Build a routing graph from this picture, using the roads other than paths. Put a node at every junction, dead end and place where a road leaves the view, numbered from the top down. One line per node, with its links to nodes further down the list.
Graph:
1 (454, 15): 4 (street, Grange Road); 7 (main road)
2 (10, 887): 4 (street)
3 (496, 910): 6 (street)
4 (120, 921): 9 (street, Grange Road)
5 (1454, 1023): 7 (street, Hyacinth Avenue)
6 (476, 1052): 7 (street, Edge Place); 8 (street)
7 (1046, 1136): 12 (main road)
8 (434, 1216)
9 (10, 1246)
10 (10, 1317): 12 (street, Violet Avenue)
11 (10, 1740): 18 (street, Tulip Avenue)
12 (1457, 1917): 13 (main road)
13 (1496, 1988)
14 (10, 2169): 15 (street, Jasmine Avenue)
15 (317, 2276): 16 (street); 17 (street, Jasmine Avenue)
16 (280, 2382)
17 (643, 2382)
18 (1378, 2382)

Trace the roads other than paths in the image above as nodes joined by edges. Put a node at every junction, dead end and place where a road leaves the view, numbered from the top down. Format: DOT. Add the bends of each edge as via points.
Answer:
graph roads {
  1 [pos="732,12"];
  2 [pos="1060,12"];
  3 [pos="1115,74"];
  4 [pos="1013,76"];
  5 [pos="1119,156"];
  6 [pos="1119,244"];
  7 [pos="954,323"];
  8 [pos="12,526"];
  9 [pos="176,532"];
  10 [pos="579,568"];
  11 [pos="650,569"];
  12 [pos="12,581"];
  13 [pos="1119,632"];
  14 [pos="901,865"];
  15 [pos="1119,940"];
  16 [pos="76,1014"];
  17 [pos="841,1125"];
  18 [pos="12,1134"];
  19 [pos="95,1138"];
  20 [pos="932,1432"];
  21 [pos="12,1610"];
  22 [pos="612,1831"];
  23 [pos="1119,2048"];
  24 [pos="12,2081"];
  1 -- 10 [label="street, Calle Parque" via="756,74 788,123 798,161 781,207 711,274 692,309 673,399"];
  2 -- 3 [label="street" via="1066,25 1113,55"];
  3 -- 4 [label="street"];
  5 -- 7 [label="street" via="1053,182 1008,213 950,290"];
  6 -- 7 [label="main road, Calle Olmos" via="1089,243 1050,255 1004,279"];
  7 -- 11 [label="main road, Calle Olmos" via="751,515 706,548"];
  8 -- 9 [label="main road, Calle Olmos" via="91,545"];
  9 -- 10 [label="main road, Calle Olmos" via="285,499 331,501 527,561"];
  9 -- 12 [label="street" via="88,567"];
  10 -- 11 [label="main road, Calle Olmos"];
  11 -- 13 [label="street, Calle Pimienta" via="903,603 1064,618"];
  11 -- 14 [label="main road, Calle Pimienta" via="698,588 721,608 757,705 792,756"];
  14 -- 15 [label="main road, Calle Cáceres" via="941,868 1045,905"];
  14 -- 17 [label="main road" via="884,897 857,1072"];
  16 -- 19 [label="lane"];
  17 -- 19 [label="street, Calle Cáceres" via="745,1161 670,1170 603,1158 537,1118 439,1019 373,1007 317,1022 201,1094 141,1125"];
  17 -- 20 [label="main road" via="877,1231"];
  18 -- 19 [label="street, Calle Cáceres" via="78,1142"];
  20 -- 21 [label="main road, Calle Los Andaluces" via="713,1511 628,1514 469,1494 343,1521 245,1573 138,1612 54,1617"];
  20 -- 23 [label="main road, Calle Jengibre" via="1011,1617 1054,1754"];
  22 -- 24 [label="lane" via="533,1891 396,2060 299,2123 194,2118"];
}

What the task asks:
In full and word for word, repeat the records.

The completed task:
Build a routing graph from this picture, using the roads other than paths. Put a node at every junction, dead end and place where a road leaves the view, numbered from the top down. One line per node, with its links to nodes further down the list.
Graph:
1 (454, 15): 4 (street, Grange Road); 7 (main road)
2 (10, 887): 4 (street)
3 (496, 910): 6 (street)
4 (120, 921): 9 (street, Grange Road)
5 (1454, 1023): 7 (street, Hyacinth Avenue)
6 (476, 1052): 7 (street, Edge Place); 8 (street)
7 (1046, 1136): 12 (main road)
8 (434, 1216)
9 (10, 1246)
10 (10, 1317): 12 (street, Violet Avenue)
11 (10, 1740): 18 (street, Tulip Avenue)
12 (1457, 1917): 13 (main road)
13 (1496, 1988)
14 (10, 2169): 15 (street, Jasmine Avenue)
15 (317, 2276): 16 (street); 17 (street, Jasmine Avenue)
16 (280, 2382)
17 (643, 2382)
18 (1378, 2382)

Trace the roads other than paths in the image above as nodes joined by edges. Put a node at every junction, dead end and place where a road leaves the view, numbered from the top down. Format: DOT. Add the bends of each edge as via points.
Answer:
graph roads {
  1 [pos="732,12"];
  2 [pos="1060,12"];
  3 [pos="1115,74"];
  4 [pos="1013,76"];
  5 [pos="1119,156"];
  6 [pos="1119,244"];
  7 [pos="954,323"];
  8 [pos="12,526"];
  9 [pos="176,532"];
  10 [pos="579,568"];
  11 [pos="650,569"];
  12 [pos="12,581"];
  13 [pos="1119,632"];
  14 [pos="901,865"];
  15 [pos="1119,940"];
  16 [pos="76,1014"];
  17 [pos="841,1125"];
  18 [pos="12,1134"];
  19 [pos="95,1138"];
  20 [pos="932,1432"];
  21 [pos="12,1610"];
  22 [pos="612,1831"];
  23 [pos="1119,2048"];
  24 [pos="12,2081"];
  1 -- 10 [label="street, Calle Parque" via="756,74 788,123 798,161 781,207 711,274 692,309 673,399"];
  2 -- 3 [label="street" via="1066,25 1113,55"];
  3 -- 4 [label="street"];
  5 -- 7 [label="street" via="1053,182 1008,213 950,290"];
  6 -- 7 [label="main road, Calle Olmos" via="1089,243 1050,255 1004,279"];
  7 -- 11 [label="main road, Calle Olmos" via="751,515 706,548"];
  8 -- 9 [label="main road, Calle Olmos" via="91,545"];
  9 -- 10 [label="main road, Calle Olmos" via="285,499 331,501 527,561"];
  9 -- 12 [label="street" via="88,567"];
  10 -- 11 [label="main road, Calle Olmos"];
  11 -- 13 [label="street, Calle Pimienta" via="903,603 1064,618"];
  11 -- 14 [label="main road, Calle Pimienta" via="698,588 721,608 757,705 792,756"];
  14 -- 15 [label="main road, Calle Cáceres" via="941,868 1045,905"];
  14 -- 17 [label="main road" via="884,897 857,1072"];
  16 -- 19 [label="lane"];
  17 -- 19 [label="street, Calle Cáceres" via="745,1161 670,1170 603,1158 537,1118 439,1019 373,1007 317,1022 201,1094 141,1125"];
  17 -- 20 [label="main road" via="877,1231"];
  18 -- 19 [label="street, Calle Cáceres" via="78,1142"];
  20 -- 21 [label="main road, Calle Los Andaluces" via="713,1511 628,1514 469,1494 343,1521 245,1573 138,1612 54,1617"];
  20 -- 23 [label="main road, Calle Jengibre" via="1011,1617 1054,1754"];
  22 -- 24 [label="lane" via="533,1891 396,2060 299,2123 194,2118"];
}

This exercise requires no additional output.